Feeding the resonant tank is done by rapidly switching a MOSFET on and off. Each time this transistor switches off, current flowing through the feeder inductor is diverted away from its natural path to ground and instead into the resonant tank.
Switch timing is done with an analog feedback network. Capacitors Cp and Cg are arranged together to create a capacitive voltage divider. This voltage divider converts the tank’s high-voltage AC oscillations into a lower-voltage AC signal to drive the MOSFET’s control pin. This AC drive signal is combined with a DC bias voltage (V_bias), shifting this drive signal a few volts upward to turn the MOSFET on for half of every cycle.
The actual circuit needs to be more complex than the simplified version. Handling real-world power levels requires four parallel capacitors and two MOSFETs. There are also small gate resistors to add switching phase delay, and a TVS protection diode to deflect any overvoltages away from the sensitive MOSFETs. A trim potentiometer allows adjustable control over bias voltage

Accessory Subcircuits
For this integrated PCB I’ve added some quality-of-life features. (You can see all these schematics and more at the Codeberg repo.)
Oscillator Enable Toggler

It’s nice to have pushbutton on/off functionality. These kinds of self-latching circuits are common, and there are many ways of designing them.
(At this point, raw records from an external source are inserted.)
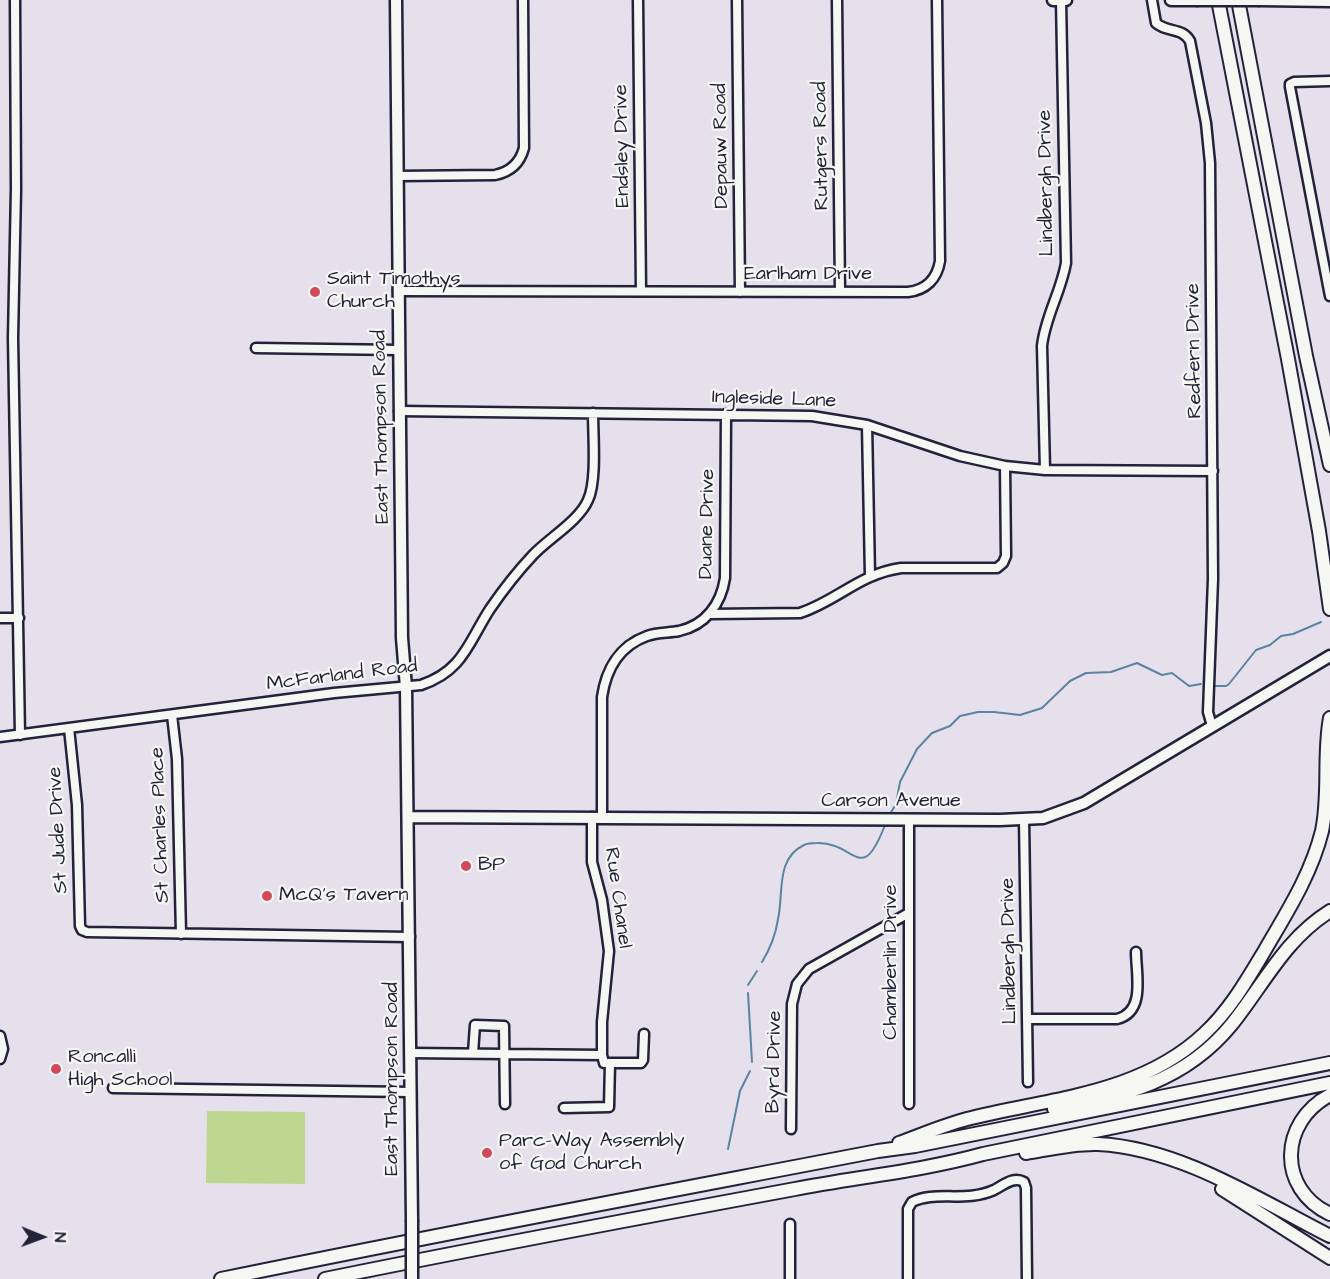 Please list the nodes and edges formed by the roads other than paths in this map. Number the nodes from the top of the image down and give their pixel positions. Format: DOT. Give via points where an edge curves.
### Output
graph roads {
  1 [pos="15,0"];
  2 [pos="396,0"];
  3 [pos="523,0"];
  4 [pos="638,0"];
  5 [pos="737,0"];
  6 [pos="837,0"];
  7 [pos="937,0"];
  8 [pos="1053,0"];
  9 [pos="1061,0"];
  10 [pos="1066,0"];
  11 [pos="1152,0"];
  12 [pos="1171,0"];
  13 [pos="1196,0"];
  14 [pos="1218,0"];
  15 [pos="1238,0"];
  16 [pos="1260,0"];
  17 [pos="1330,1"];
  18 [pos="1330,81"];
  19 [pos="398,176"];
  20 [pos="398,291"];
  21 [pos="640,291"];
  22 [pos="740,292"];
  23 [pos="840,292"];
  24 [pos="1330,296"];
  25 [pos="256,348"];
  26 [pos="399,350"];
  27 [pos="399,411"];
  28 [pos="593,413"];
  29 [pos="726,414"];
  30 [pos="867,425"];
  31 [pos="1330,465"];
  32 [pos="1005,466"];
  33 [pos="1045,470"];
  34 [pos="1212,471"];
  35 [pos="870,576"];
  36 [pos="1330,609"];
  37 [pos="709,614"];
  38 [pos="0,618"];
  39 [pos="19,618"];
  40 [pos="1330,656"];
  41 [pos="406,687"];
  42 [pos="172,715"];
  43 [pos="1330,718"];
  44 [pos="1212,726"];
  45 [pos="69,728"];
  46 [pos="20,735"];
  47 [pos="0,737"];
  48 [pos="597,817"];
  49 [pos="408,818"];
  50 [pos="1024,819"];
  51 [pos="909,820"];
  52 [pos="1330,910"];
  53 [pos="907,914"];
  54 [pos="181,934"];
  55 [pos="410,937"];
  56 [pos="1136,952"];
  57 [pos="1027,1019"];
  58 [pos="644,1034"];
  59 [pos="0,1036"];
  60 [pos="410,1053"];
  61 [pos="473,1053"];
  62 [pos="505,1054"];
  63 [pos="602,1055"];
  64 [pos="0,1059"];
  65 [pos="1330,1063"];
  66 [pos="610,1064"];
  67 [pos="1028,1082"];
  68 [pos="1330,1083"];
  69 [pos="113,1088"];
  70 [pos="410,1092"];
  71 [pos="1330,1095"];
  72 [pos="505,1104"];
  73 [pos="909,1104"];
  74 [pos="564,1108"];
  75 [pos="791,1129"];
  76 [pos="929,1132"];
  77 [pos="878,1151"];
  78 [pos="1178,1161"];
  79 [pos="954,1162"];
  80 [pos="1330,1214"];
  81 [pos="790,1224"];
  82 [pos="1330,1236"];
  83 [pos="1330,1258"];
  84 [pos="221,1279"];
  85 [pos="325,1279"];
  86 [pos="412,1279"];
  87 [pos="790,1279"];
  88 [pos="908,1279"];
  89 [pos="1027,1279"];
  1 -- 39 [label="street" via="13,338"];
  2 -- 19 [label="main road, East Thompson Road"];
  3 -- 19 [label="street" via="524,148 517,162 495,175"];
  4 -- 21 [label="street, Endsley Drive"];
  5 -- 22 [label="street, Depauw Road"];
  6 -- 23 [label="street, Rutgers Road"];
  7 -- 23 [label="street, Earlham Drive" via="939,270 930,283 914,291"];
  8 -- 9 [label="main road"];
  9 -- 10 [label="main road"];
  9 -- 33 [label="street, Lindbergh Drive" via="1066,263 1042,346"];
  11 -- 34 [label="street, Redfern Drive" via="1156,23 1183,33 1190,41 1209,144"];
  12 -- 13 [label="main road"];
  13 -- 16 [label="main road, bridge"];
  14 -- 36 [label="highway" via="1288,359"];
  15 -- 31 [label="highway"];
  16 -- 17 [label="main road"];
  18 -- 24 [label="street" via="1294,81 1290,87"];
  19 -- 20 [label="main road, East Thompson Road"];
  20 -- 21 [label="street, Earlham Drive"];
  20 -- 26 [label="main road, East Thompson Road"];
  21 -- 22 [label="street, Earlham Drive"];
  22 -- 23 [label="street, Earlham Drive"];
  25 -- 26 [label="street"];
  26 -- 27 [label="main road, East Thompson Road"];
  27 -- 28 [label="street, Ingleside Lane"];
  27 -- 41 [label="main road, East Thompson Road"];
  28 -- 29 [label="street, Ingleside Lane"];
  28 -- 41 [label="street, McFarland Road" via="592,488 583,510 521,568 454,667 434,681"];
  29 -- 30 [label="street, Ingleside Lane" via="812,416"];
  29 -- 37 [label="street, Duane Drive" via="725,578 720,599"];
  30 -- 32 [label="street, Ingleside Lane" via="960,456"];
  30 -- 35 [label="street"];
  32 -- 33 [label="street, Ingleside Lane"];
  32 -- 35 [label="street" via="1006,556 1002,565 993,569 901,568"];
  33 -- 34 [label="street, Ingleside Lane"];
  34 -- 44 [label="street, Redfern Drive" via="1208,712"];
  35 -- 37 [label="street" via="800,613"];
  37 -- 48 [label="street" via="687,629 638,640 619,655 608,673 602,697"];
  38 -- 39 [label="street"];
  39 -- 46 [label="street"];
  40 -- 44 [label="main road, Carson Avenue"];
  41 -- 42 [label="street, McFarland Road"];
  41 -- 49 [label="main road, East Thompson Road"];
  42 -- 45 [label="street, McFarland Road"];
  42 -- 54 [label="street, St Charles Place" via="177,759"];
  43 -- 76 [label="highway" via="1325,814 1311,864 1242,987 1211,1027 1178,1054 1127,1081 1043,1104 966,1119"];
  44 -- 50 [label="main road, Carson Avenue" via="1084,803 1043,818"];
  45 -- 46 [label="street, McFarland Road"];
  45 -- 54 [label="street, St Jude Drive" via="77,805 82,930"];
  46 -- 47 [label="street, McFarland Road"];
  48 -- 49 [label="main road, Carson Avenue"];
  48 -- 51 [label="main road, Carson Avenue"];
  48 -- 63 [label="street, Rue Chanel" via="592,862 609,951"];
  49 -- 55 [label="main road, East Thompson Road"];
  50 -- 51 [label="main road, Carson Avenue"];
  50 -- 57 [label="street, Lindbergh Drive"];
  51 -- 53 [label="street, Chamberlin Drive"];
  52 -- 76 [label="highway" via="1298,936 1219,1039 1180,1070 1118,1096"];
  53 -- 73 [label="street, Chamberlin Drive"];
  53 -- 75 [label="street, Byrd Drive" via="809,969 797,984 792,1004"];
  54 -- 55 [label="street"];
  55 -- 60 [label="main road, East Thompson Road"];
  56 -- 57 [label="street" via="1136,1004 1127,1015 1116,1019"];
  57 -- 67 [label="street, Lindbergh Drive"];
  58 -- 66 [label="street" via="641,1063"];
  59 -- 64 [label="street"];
  60 -- 61 [label="street"];
  60 -- 70 [label="main road, East Thompson Road"];
  61 -- 62 [label="street"];
  61 -- 62 [label="street" via="473,1029 478,1024 504,1026"];
  62 -- 63 [label="street"];
  62 -- 72 [label="street"];
  63 -- 66 [label="street" via="604,1063"];
  65 -- 77 [label="highway"];
  66 -- 74 [label="street" via="609,1107"];
  68 -- 79 [label="highway"];
  69 -- 70 [label="street"];
  70 -- 86 [label="main road, East Thompson Road, bridge"];
  71 -- 80 [label="highway" via="1308,1111 1298,1125 1291,1158 1304,1195"];
  76 -- 77 [label="highway"];
  77 -- 84 [label="highway"];
  78 -- 79 [label="highway" via="1144,1150 1097,1144"];
  78 -- 82 [label="highway"];
  78 -- 83 [label="highway"];
  79 -- 85 [label="highway"];
  81 -- 87 [label="street"];
  88 -- 89 [label="street" via="910,1203 925,1198 974,1196 1019,1180 1026,1188"];
}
Magnetic Field Activity Indicator
Once enabled, how do we know the core driver is actually producing a useful magnetic field? The simplest way to monitor field activity is to put an isolated “pickup” coil near the main drive coil. Wireless power transfer from the main to the pickup coil easily illuminates an indicator LED.
Adjustable Current Limit
Driving the plasma with less power creates different effects — there’s a fun progression from a rotating churn to a perfectly still and stable halo as power is decreased. Power throttling also reduces waste heat.
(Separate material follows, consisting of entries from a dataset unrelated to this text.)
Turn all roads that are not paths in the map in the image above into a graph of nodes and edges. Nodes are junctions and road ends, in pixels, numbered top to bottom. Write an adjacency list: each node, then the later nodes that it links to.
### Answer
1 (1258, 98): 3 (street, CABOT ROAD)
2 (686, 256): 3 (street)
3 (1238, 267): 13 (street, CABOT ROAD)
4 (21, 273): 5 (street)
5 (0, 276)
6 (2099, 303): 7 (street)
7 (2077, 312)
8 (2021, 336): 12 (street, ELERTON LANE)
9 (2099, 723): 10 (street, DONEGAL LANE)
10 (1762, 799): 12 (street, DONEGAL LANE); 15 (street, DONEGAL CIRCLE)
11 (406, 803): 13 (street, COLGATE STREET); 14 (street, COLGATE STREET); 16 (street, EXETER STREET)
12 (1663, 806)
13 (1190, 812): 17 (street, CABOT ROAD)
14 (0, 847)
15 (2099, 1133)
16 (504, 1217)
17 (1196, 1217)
The left-hand side of this subcircuit is a buck converter, a very efficient way of reducing input power. (see Great Scott’s explanation below). Folks at Texas Instruments are cleverer than I am, so I’m letting their monolithic Simple Switcher chip do the heavy lifting.
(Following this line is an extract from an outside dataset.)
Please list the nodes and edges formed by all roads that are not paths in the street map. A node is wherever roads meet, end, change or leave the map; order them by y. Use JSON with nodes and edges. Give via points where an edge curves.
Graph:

The right-hand side of the subcircuit measures the toroid’s actual current draw. It creates a signal voltage that’s used as feedback so the buck converter knows how much limitation is necessary. Potentiometer RV1 acts as the adjustment knob.
Overheat Sensor
When a TMP708 integrated circuit exceeds 75°C (about 167°F), it lights up an indicator LED. This chip is located near the drive MOSFETs to provide a warning if they’re being pushed too hard.
Pushbutton Arc Start
Simply turning the core driver on isn’t enough to generate plasma. Similar to how hot water won’t boil without trace impurities, the xenon needs a tiny bit of seed ionization for the driver’s magnetic fields to act upon. If a few kilovolts are applied to the surface of the glass globe, that intense electric field can produce the seed ionization necessary to kick-start the toroid.

My arc start subcircuit creates high voltage pulses using a flyback converter. The mini flyback transformer (T1) I’m using was, ironically, designed for triggering xenon flash lamps.